L'inflammation est une partie vitale de la réponse immunitaire, mais il semble que le système puisse parfois mal tourner, entraînant une inflammation chronique qui a été liée à des conditions telles que le cancer

Le système immunitaire peut être encore plus compliqué que nous ne le pensions
Avoir un système immunitaire suffisamment robuste pour vivre une vie plus longue peut se produire au prix de l'inflammation chronique. Certaines cellules immunitaires subissent une forme inflammatoire de décès qui a évolué pour nous protéger contre les infections, mais ils le font aussi parfois au hasard, lorsqu'aucun agent pathogène n'est présent, ce qui déclenche une inflammation continue qui a été liée à un éventail de complications de santé.
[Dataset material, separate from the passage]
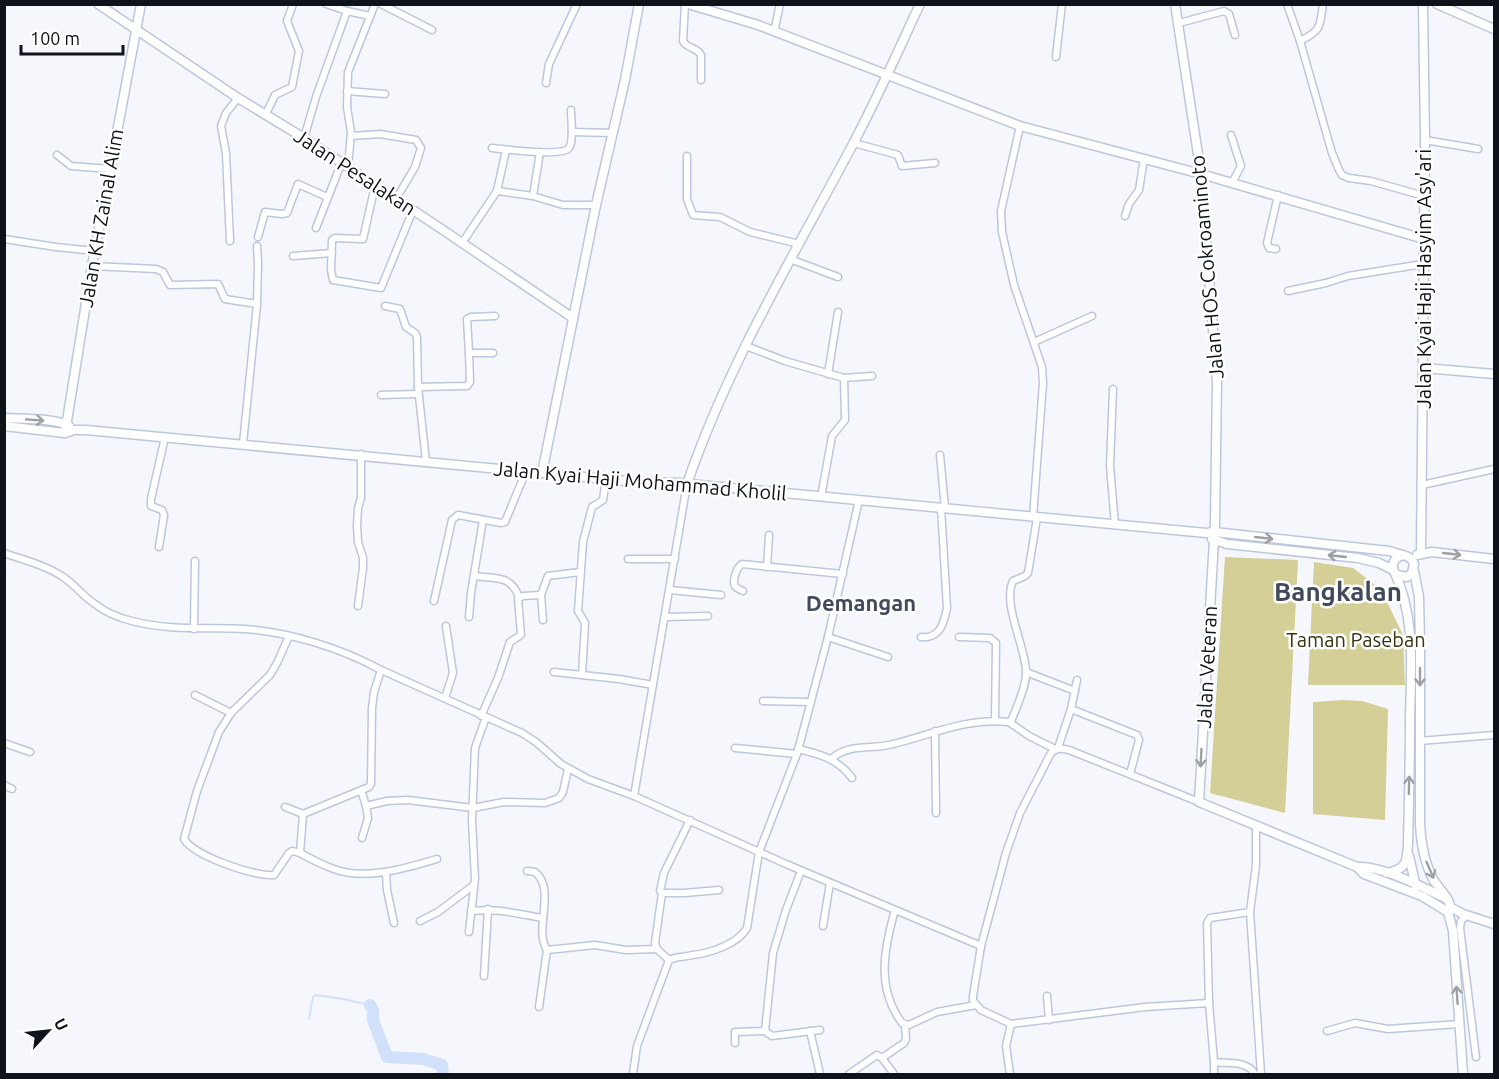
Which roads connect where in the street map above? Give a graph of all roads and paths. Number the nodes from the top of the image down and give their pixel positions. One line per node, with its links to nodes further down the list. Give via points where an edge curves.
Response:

Notre système immunitaire inné comprend un groupe de cellules qui répondent rapidement aux agents pathogènes envahisseurs, tels que les virus et les bactéries. Ces cellules ressentent généralement les microbes lorsqu'ils en prennent des fragments ou sont infectés.
«Sur la base d'un tout petit peu d'informations, comme une molécule d'ADN viral, la cellule immunitaire n'a vraiment que quelques minutes pour décider quoi faire, et la décision est souvent de se suicider; en quelque sorte ce suicide altruiste qui amplifie les signaux inflammatoires», explique Randal Halfmann au Stowers Institute for Medical Research à Kansas City, Missouri.
Nous savions déjà que cette forme de mort cellulaire, appelée pyroptose, est déclenchée par des protéines de domaine de mort. Ceux-ci flottent généralement simplement dans les cellules immunitaires innées, mais lorsqu'elles entrent en contact avec un pathogène, elles s'assemblent en structures de type cristal. Ceux-ci activent ensuite une autre protéine qui tue la cellule en frappant les trous, ce qui l'a fait rompre et libérer des signaux inflammatoires qui aident le système immunitaire à nettoyer l'agent pathogène.
Pour mieux comprendre ce processus, Halfmann et ses collègues ont réalisé une série d'expériences en laboratoire où ils ont étudié les protéines de domaine de mort humaine dans les cellules de levure. Cela leur a permis d'identifier cinq types de ces protéines aux propriétés chimiques qui les rendraient plus susceptibles de former spontanément des structures de type cristal lorsqu'un agent pathogène n'est pas présent. Les chercheurs ont ensuite utilisé des données collectées précédemment pour déterminer les niveaux de ces protéines dans les cellules immunitaires humaines non infectées.
À partir de cela, ils ont calculé que certaines cellules immunitaires innées – comme les macrophages, qui engloutissent et détruisent les agents pathogènes – contiennent les cinq protéines de domaine de la mort à des niveaux suffisamment élevés pour pouvoir s'assembler spontanément pour déclencher la mort cellulaire dans le corps. «S'ils sont à des concentrations suffisamment élevées, les particules sont plus susceptibles de s'assembler au hasard dans les structures cristallines à un moment donné pendant la durée de vie d'une cellule», explique Halfmann.
De tels événements peuvent contribuer à l'inflammation chronique, qui se construit avec l'âge et a été liée à diverses conditions, telles que le cancer et la maladie d'Alzheimer, explique Halfmann. «Il semble que nous ayons évolué de cette façon pour survivre aux infections, mais cela peut se produire au prix de l'inflammation chronique», dit-il.
Cette voie nous protège contre les infections qui représentent une menace de la naissance, ce qui nous donne plus de chances de vivre à la vieillesse, mais cela peut également signifier que nous sommes confrontés à une maladie liée à l'inflammation plus tard dans la vie, explique Halfmann. «Si ces petits incendies se déroulent tout au long de la vie, les dommages inflammatoires qui se sont faits peuvent s'accumuler au fil du temps», explique Andy Clark à l'Université de Birmingham, au Royaume-Uni.
Le développement de médicaments qui empêchent les cellules de mourir spontanément pourrait potentiellement réduire l'inflammation chronique liée à l'âge, explique Halfmann. Mais Clark souligne que cela rendrait également les gens plus sensibles aux infections, un compromis qui pourrait ne pas toujours valoir la peine d'être fait.